Machine Learning: Classifying Films

In the era of netflix, there’s a wide array of available films to watch online. One of the features that made Netflix so successful was its ability to recommend new movies. This ability is equivalent to answering the following questions:

If a person likes a particular movie, what are some similar movies? If a person likes a given set of movies (and rates them accordingly) what is a good estimate of their rating of another movie?

One method for answering these questions is called K-Nearest-Neighbors, or KNN. The way this works, basically, is that we use a function that calculates the ‘distance’ between two movies. Distance is is quotes because it’s not entirely clear how to do this – and in fact, there are multiple methods. Our method was to compare how similar the ratings were for those two movies over all users. So if movie1 was rated 3 by user1 and 4 by user2, and movie2 was rated 2 by user1 and 4 by user2, then the distance between movie1 and movie2 would be sqrt( (3-2)^2 + (4 – 4)^2) = 1.

Once we have all these distances (from a given movie), we just return some of the movies that had the lowest distances as our recommendations!

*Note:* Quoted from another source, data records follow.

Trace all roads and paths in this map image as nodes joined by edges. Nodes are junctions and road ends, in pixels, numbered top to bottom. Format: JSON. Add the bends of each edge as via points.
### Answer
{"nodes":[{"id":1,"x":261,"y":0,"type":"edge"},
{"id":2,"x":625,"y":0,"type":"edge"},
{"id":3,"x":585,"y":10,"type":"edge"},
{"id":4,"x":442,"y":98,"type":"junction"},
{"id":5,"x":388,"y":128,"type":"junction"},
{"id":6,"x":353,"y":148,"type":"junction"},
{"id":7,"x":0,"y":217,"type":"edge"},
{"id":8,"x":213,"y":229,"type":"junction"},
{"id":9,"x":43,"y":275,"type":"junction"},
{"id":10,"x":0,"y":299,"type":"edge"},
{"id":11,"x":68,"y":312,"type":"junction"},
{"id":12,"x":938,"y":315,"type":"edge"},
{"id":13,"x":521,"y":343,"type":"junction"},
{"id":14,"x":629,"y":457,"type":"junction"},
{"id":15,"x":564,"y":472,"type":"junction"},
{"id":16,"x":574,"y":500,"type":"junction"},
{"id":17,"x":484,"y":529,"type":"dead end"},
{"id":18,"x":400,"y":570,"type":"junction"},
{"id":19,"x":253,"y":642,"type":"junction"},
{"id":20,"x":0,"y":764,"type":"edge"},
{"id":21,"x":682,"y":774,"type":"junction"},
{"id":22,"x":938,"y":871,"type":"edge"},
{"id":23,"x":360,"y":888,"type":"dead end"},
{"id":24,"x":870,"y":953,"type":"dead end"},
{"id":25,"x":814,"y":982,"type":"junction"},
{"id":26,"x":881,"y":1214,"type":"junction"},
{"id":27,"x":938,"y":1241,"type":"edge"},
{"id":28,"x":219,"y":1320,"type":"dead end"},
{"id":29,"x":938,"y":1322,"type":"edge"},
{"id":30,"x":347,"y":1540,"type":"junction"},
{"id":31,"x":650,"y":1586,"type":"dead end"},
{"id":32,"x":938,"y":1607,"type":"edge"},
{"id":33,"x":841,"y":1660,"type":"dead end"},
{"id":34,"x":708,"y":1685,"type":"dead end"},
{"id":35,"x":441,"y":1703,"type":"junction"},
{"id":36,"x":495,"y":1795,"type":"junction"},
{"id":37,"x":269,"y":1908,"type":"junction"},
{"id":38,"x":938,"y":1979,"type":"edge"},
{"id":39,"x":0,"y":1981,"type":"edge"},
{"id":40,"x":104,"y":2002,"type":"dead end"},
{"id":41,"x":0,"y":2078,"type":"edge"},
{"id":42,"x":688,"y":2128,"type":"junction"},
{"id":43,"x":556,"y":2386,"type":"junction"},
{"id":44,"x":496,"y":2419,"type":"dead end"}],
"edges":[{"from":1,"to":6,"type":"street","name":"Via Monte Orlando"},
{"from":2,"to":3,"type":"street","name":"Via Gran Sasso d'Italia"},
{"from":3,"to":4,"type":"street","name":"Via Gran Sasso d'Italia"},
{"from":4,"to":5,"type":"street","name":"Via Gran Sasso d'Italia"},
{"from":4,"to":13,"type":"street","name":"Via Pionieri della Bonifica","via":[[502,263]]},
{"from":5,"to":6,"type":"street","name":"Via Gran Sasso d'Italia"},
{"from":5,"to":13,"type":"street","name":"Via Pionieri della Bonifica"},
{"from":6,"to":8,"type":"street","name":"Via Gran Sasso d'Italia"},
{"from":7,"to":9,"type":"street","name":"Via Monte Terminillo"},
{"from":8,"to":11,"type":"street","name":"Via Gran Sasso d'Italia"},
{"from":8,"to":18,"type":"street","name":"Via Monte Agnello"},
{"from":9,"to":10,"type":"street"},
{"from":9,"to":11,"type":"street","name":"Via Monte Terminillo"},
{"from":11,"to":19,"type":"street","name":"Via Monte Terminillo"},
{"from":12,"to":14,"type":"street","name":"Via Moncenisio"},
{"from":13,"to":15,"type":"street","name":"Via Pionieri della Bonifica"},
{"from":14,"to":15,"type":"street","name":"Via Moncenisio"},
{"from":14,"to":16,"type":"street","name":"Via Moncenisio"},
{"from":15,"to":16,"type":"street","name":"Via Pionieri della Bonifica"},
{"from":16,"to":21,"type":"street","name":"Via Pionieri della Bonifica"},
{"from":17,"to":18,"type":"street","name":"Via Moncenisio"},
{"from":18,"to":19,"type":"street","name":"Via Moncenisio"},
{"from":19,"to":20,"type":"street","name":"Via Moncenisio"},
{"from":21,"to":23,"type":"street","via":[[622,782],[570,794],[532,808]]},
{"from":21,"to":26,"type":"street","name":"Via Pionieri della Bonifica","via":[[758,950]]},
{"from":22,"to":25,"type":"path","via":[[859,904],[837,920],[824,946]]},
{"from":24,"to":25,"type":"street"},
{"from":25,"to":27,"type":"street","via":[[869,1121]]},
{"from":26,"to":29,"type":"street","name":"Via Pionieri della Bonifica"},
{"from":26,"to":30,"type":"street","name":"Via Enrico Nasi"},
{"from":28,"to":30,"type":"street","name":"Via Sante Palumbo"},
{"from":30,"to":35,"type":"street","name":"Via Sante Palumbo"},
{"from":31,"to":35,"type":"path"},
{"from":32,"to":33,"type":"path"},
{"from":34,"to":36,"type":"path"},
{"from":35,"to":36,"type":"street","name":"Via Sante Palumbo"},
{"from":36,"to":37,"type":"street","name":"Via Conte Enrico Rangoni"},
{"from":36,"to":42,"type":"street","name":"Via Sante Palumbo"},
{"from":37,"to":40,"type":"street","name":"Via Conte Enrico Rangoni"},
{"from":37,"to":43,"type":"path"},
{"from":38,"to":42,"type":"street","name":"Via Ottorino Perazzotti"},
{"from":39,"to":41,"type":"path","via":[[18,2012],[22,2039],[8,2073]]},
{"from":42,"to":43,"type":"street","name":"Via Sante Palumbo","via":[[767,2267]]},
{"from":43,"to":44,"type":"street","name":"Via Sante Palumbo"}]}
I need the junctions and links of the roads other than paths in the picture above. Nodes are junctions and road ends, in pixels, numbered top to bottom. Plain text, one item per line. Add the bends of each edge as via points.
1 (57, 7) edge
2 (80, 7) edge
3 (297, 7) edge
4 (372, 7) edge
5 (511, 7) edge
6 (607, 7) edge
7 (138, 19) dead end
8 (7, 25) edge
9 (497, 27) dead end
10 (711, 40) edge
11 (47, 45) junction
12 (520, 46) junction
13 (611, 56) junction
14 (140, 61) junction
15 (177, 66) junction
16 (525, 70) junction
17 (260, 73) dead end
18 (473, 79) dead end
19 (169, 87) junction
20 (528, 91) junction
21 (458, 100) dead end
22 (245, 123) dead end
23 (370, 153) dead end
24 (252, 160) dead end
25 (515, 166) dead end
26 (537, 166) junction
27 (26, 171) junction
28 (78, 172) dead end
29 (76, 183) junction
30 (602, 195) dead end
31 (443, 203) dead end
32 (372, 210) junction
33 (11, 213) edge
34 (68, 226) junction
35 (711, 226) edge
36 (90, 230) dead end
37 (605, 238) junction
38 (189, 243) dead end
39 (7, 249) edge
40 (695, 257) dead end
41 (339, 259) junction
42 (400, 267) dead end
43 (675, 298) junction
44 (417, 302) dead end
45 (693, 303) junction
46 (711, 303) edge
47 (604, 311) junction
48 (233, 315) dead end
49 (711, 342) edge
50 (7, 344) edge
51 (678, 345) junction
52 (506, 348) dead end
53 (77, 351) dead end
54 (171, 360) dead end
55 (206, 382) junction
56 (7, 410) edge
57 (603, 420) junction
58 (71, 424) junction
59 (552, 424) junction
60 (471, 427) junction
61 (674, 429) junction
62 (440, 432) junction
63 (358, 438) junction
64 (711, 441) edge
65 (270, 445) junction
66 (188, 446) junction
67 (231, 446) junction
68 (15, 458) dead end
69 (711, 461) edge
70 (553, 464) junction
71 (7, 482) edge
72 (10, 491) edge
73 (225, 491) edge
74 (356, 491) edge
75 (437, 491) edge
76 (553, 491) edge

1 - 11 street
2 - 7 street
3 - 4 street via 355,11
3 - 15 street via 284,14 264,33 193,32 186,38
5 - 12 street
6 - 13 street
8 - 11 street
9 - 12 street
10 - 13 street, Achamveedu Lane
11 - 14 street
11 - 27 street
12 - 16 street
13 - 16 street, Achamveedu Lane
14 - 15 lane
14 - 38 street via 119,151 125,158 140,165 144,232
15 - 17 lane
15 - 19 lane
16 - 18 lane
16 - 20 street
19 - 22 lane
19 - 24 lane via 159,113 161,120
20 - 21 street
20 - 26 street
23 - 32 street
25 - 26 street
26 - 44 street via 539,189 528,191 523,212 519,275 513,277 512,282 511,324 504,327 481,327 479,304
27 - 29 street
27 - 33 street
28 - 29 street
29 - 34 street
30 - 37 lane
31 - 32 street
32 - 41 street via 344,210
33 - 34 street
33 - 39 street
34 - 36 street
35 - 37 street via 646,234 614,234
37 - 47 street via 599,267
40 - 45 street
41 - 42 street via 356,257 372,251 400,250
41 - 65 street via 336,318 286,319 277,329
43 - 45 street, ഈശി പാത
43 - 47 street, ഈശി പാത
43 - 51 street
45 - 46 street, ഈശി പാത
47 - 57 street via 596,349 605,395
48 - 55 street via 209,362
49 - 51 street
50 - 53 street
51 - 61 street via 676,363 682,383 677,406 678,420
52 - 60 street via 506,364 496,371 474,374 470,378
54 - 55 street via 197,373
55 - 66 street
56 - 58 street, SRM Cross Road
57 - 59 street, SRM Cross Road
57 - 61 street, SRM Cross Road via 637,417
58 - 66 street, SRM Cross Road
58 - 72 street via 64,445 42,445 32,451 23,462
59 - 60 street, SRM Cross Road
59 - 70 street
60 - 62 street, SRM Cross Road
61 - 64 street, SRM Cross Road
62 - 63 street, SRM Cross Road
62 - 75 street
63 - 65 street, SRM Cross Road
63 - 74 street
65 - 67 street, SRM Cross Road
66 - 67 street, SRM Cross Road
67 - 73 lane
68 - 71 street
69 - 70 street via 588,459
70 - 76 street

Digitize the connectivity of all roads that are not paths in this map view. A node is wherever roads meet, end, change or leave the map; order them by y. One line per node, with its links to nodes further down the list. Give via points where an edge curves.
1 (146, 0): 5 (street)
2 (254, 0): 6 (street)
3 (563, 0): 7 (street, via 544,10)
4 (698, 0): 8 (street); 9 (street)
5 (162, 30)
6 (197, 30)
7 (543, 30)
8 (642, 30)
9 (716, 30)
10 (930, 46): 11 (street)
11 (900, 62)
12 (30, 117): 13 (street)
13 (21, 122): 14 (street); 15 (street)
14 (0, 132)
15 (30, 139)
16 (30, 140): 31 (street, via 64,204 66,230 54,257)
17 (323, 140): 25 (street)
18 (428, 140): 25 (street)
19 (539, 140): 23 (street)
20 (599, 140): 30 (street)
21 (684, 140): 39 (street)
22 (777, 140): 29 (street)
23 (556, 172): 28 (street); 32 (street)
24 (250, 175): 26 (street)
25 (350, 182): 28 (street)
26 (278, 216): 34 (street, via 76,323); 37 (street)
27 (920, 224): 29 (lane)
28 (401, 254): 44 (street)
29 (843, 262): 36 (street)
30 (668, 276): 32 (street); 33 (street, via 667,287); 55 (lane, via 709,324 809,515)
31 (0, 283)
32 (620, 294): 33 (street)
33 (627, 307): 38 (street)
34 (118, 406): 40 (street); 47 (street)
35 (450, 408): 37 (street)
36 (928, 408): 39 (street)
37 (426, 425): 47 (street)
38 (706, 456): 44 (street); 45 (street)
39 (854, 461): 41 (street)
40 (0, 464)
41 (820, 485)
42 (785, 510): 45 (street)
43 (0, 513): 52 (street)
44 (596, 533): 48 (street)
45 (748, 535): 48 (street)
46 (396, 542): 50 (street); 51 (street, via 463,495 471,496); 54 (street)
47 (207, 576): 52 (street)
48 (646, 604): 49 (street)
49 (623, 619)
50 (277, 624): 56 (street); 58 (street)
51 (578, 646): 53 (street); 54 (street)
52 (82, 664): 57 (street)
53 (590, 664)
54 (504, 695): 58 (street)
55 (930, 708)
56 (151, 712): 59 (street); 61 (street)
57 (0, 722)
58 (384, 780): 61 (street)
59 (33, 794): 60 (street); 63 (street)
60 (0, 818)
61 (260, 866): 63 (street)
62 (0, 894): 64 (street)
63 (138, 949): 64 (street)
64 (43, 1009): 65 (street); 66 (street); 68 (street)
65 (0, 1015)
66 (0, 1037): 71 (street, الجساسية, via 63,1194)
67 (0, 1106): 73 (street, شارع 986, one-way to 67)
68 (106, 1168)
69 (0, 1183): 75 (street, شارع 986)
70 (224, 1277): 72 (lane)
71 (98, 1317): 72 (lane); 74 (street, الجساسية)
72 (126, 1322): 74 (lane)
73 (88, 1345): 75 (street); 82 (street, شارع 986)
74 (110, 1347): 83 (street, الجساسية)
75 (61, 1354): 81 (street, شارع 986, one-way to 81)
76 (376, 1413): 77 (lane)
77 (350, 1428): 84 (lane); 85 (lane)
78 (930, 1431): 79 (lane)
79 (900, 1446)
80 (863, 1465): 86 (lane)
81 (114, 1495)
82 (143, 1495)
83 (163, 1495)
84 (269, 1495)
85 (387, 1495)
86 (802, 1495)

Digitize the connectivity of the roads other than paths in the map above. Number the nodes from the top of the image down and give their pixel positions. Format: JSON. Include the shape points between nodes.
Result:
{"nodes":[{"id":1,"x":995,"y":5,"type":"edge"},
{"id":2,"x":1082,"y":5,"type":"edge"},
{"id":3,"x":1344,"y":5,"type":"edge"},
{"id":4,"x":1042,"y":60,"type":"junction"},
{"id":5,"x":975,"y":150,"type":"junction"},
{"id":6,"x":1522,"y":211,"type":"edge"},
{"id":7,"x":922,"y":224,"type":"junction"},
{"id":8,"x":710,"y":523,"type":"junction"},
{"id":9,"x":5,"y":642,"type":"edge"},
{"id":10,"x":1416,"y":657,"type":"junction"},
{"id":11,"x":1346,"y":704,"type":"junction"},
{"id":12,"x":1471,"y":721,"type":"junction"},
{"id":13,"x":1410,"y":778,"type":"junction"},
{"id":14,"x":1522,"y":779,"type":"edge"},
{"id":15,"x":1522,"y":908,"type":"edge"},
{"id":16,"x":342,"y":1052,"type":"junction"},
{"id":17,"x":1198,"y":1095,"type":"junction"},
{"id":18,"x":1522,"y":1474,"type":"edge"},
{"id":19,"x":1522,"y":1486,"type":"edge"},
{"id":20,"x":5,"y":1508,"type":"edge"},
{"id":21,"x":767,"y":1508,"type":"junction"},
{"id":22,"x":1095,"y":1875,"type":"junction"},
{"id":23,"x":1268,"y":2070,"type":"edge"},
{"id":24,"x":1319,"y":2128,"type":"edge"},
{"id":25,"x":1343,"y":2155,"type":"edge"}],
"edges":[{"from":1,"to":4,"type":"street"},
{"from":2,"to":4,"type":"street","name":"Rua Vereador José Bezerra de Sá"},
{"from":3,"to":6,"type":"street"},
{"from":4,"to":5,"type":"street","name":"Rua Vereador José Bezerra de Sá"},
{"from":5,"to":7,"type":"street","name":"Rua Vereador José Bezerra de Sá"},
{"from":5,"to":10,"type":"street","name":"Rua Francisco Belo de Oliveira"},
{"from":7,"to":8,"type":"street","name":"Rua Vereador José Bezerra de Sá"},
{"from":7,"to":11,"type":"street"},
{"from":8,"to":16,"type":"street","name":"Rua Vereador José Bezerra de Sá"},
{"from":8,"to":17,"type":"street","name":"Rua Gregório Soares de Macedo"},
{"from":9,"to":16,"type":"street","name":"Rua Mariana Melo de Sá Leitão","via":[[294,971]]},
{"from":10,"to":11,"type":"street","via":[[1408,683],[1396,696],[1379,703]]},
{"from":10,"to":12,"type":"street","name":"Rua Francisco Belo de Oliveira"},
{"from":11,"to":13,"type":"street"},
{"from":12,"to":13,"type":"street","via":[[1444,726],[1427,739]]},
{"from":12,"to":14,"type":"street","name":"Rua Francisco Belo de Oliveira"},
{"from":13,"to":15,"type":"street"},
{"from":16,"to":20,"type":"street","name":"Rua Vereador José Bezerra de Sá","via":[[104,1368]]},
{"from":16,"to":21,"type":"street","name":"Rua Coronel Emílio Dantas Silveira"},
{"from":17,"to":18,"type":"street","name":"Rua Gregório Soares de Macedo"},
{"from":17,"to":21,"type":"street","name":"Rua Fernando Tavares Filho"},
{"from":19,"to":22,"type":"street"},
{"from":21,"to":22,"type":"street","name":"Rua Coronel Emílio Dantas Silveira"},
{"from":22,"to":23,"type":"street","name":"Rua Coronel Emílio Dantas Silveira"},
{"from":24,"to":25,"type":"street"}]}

For our homework assignment yesterday, we had to write a program that performed this sort of analysis. Here’s an example of the output:

Toy Story:

2.69947506562 Star Wars (1977)
2.85147058824 Return of the Jedi (1983)
3.01114649682 Independence Day (ID4) (1996)
3.1107266436 Rock, The (1996)
3.37230769231 Fargo (1996)
3.41573033708 Mission: Impossible (1996)
3.43060498221 Twelve Monkeys (1995)
3.46153846154 Willy Wonka and the Chocolate Factory (1971)
3.5 Star Trek: First Contact (1996)
3.60740740741 Jerry Maguire (1996)
3.72161172161 Raiders of the Lost Ark (1981)
4.171875 Men in Black (1997)
4.18067226891 Back to the Future (1985)
4.18571428571 Empire Strikes Back, The (1980)
4.2012987013 Twister (1996)